In other words, you'll hear all kinds of half-baked, rookie ideas coming from people who are otherwise professionals. This is the kind of stuff you'd immediately reject a job applicant for suggesting, but when the ideas come from a review committee full of bosses...well, you sometimes have to bite your tongue (and sometimes almost clear off).

We've all been there. The whole industry has been there since the '60s ("The Mythical Man Month" and horror stories from ControlData OS releases come to mind), and only the most zealous Agile team will resist the temptation to cut corners.

But the industry doesn't seem to be getting any better at this, particularly when it comes to projects with lots of dependencies, or with complexities that could have been avoided. I'm particularly irked about the kind of magical thinking that just begs for train wrecks: "well, while we're at it, let's add THIS risky artificial complexity to THAT out-of-control project..."

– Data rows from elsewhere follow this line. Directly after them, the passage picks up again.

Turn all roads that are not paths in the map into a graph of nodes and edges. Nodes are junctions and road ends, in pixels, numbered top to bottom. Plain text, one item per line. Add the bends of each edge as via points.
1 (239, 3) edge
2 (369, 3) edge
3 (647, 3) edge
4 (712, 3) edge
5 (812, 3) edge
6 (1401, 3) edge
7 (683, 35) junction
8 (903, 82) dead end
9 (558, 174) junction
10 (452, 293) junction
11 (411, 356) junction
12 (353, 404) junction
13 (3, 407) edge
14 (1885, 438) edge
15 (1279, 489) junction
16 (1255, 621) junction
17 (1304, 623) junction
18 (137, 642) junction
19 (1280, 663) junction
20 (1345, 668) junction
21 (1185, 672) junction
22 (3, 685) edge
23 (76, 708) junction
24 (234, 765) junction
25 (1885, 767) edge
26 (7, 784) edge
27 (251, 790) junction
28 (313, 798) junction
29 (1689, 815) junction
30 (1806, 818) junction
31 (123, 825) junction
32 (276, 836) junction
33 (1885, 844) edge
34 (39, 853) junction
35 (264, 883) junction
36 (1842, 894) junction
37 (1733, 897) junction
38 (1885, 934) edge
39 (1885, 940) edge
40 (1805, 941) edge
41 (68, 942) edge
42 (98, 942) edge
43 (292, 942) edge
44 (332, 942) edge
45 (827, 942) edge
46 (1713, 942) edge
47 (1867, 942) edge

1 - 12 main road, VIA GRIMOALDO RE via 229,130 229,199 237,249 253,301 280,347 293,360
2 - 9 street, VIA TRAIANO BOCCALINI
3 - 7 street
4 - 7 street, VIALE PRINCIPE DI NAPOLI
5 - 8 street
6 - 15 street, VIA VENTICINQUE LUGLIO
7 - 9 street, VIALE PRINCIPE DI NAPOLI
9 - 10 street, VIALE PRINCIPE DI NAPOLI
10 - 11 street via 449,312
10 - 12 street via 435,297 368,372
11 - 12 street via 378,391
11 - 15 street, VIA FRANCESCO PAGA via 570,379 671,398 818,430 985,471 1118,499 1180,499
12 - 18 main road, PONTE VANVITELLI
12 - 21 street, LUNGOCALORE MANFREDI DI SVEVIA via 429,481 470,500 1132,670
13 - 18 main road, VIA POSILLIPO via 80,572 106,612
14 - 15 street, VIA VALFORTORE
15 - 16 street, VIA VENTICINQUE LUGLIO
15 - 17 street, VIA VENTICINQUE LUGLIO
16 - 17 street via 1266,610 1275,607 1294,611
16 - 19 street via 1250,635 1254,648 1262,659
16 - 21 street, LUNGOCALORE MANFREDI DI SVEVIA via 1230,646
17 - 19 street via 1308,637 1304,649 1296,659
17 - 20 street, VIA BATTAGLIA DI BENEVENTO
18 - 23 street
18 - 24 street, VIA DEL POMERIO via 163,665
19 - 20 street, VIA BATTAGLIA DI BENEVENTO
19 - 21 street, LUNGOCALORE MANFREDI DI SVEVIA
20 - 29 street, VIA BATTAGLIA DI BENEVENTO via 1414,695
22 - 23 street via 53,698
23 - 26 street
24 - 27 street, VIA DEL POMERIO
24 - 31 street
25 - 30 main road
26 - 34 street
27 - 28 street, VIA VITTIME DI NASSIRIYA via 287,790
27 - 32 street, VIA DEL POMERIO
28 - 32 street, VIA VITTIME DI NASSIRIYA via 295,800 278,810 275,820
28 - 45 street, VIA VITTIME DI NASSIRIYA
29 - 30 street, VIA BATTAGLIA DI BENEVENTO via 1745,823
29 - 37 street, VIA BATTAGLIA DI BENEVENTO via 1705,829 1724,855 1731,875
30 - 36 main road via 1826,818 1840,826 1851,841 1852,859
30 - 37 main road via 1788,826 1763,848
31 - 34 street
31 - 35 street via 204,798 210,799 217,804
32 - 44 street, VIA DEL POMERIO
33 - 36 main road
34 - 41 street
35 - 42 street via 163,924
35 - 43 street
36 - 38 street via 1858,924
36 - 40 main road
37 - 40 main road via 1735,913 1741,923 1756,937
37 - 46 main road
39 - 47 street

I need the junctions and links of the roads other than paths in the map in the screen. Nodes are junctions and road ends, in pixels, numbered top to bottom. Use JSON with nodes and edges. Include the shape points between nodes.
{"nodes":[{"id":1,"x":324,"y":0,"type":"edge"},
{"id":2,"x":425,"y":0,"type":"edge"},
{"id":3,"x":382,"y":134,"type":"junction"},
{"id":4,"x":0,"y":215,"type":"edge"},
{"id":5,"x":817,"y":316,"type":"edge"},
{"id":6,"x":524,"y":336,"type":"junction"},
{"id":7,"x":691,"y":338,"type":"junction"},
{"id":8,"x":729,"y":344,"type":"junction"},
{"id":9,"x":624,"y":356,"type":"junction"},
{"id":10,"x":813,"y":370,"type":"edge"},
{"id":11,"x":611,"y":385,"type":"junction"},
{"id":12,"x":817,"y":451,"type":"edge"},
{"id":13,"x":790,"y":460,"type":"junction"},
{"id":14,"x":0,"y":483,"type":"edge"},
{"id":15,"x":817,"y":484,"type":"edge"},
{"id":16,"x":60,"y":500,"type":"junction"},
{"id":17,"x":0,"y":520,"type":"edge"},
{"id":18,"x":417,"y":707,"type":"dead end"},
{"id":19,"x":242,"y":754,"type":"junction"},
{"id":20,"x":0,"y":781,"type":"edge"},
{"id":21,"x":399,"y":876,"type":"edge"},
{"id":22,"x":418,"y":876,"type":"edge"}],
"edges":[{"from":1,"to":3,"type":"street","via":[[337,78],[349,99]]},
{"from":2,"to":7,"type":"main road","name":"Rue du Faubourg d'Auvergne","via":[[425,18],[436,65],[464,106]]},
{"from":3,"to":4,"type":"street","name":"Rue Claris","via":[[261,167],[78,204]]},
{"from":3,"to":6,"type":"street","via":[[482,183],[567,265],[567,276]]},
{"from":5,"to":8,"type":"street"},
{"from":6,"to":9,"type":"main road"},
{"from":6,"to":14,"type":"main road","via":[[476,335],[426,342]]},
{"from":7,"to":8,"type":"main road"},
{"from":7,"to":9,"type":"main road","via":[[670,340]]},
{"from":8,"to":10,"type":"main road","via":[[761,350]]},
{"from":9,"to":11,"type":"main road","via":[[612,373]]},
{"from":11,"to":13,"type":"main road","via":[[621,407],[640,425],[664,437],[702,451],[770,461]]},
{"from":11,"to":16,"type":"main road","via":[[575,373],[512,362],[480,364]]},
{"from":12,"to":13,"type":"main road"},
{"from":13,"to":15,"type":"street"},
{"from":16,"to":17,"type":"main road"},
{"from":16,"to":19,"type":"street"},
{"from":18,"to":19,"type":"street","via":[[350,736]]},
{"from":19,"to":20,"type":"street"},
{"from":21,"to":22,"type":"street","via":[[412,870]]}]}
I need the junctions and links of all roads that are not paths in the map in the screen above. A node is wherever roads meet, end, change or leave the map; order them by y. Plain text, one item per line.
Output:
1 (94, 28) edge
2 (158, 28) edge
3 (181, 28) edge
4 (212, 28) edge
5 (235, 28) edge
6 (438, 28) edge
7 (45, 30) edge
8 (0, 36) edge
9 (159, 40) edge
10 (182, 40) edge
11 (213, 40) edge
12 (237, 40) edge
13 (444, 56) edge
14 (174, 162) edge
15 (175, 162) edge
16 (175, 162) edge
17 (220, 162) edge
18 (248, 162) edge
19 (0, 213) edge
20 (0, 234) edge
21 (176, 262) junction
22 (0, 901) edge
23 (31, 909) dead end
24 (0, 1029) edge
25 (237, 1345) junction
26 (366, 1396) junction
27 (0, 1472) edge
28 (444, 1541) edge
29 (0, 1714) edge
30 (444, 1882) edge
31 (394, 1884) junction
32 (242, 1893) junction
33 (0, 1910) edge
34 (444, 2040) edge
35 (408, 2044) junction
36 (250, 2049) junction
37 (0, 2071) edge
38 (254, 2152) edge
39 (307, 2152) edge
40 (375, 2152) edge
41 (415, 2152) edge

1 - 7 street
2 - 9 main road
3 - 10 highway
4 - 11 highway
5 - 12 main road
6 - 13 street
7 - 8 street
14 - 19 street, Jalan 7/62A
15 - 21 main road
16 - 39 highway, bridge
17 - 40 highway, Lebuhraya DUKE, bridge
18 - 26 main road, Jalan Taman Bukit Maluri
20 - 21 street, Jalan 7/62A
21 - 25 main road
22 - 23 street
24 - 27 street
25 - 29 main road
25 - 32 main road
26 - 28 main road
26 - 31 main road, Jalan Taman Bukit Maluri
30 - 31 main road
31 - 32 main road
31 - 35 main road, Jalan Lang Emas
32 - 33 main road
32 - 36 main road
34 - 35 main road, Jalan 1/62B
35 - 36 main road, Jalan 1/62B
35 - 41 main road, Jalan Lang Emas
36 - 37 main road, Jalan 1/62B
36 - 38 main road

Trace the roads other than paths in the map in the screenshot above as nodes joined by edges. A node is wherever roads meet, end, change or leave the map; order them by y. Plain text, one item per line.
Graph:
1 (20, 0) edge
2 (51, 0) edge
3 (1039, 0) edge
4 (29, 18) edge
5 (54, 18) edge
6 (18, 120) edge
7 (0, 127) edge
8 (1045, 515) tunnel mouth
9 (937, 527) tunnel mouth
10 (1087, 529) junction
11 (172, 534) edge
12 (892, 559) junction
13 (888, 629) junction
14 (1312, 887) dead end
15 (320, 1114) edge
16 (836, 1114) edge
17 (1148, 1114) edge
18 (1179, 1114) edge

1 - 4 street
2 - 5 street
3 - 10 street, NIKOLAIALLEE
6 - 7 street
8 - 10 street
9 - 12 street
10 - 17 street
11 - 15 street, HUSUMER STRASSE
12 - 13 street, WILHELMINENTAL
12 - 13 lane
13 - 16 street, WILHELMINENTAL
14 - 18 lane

The answer is in the question

How to avoid this kind of project schedule crisis? Make the project less tightly coupled. We did it with software (asynchronous web services), why aren't doing it with the project itself?

Try these ideas on for size:

  • Make bonuses and other incentives contingent on achieving IT goals, but make sure they are not tied to specific go-live dates.
  • To the extent possible, base all integrations on a real messaging system that logs all messages (and keeps the logs for at least a couple of weeks) to improve debugging, testability, reconciliation and recovery efforts.
  • Just assume that every integration will have more dirty data and muddled semantics than you can imagine. So no matter how realistic the schedule is for migration, normalization and cleansing...add 25 percent to it. Really.
  • Do the continuous integration thing: All code has unit tests, complete system builds nightly with test suites that grow along with the code, bring external integrations and some real data into the system as early as possible in the project.
  • Do the user-centered design thing: get users working with the UI and evaluating the correctness of any results before you've reached 25 percent of the project spend...and keep them involved until the end.
  • Do the staging/sandbox thing early: spring for a "full sandbox" or staging copy from every vendor that will sell you one. Use them from the mid-point of the project, at the latest. Really. Connect the sandboxes to each other so you have as realistic a development and testing environment as early as possible.
  • Do the reality-therapy thing: your executive sponsors (you do have executive sponsors, don't you?) should be giving demos of their part of the system to their teams at the end of each sprint. This is good for user adoption but it's even better to make sure expectations about schedule and features don't get out of hand.
  • Do the prioritization thing: the way to avoid the end-of-project crash is to reduce deliverables along the way. This is really difficult, but it is the rare project indeed that has more budget and schedule than it needs. So lighten the load at every turn -- enforce a feature diet.
  • Do the game-theory thing: otherwise known as "have a backup plan," this involves a serious discussion at least 6 weeks prior to go-live about how the business would handle a "no-go" decision.
  • Un-do the kill-the-messenger thing: at every significant milestone review, give explicit permission to team members to reveal negative information. Through your words, actions and facial impressions, encourage people to be realistic about schedules and risks. Never punish the delivery boy for bad news, and don't "yes men" and used-car-salesmen behavior.
  • And the grand-daddy of them all -- un-do the big-bang thing: use phased deployments, with each functional increment building upon a stable base from the previous cycle. Bring in historical data incrementally (start with last year's data, then add data from two years ago, etc.) and be willing to have low-priority data available only offline for a while.

Some of the above ideas may sound nuts. But why are we still making project decisions with management ideas from 50 years ago? It's time to try something new.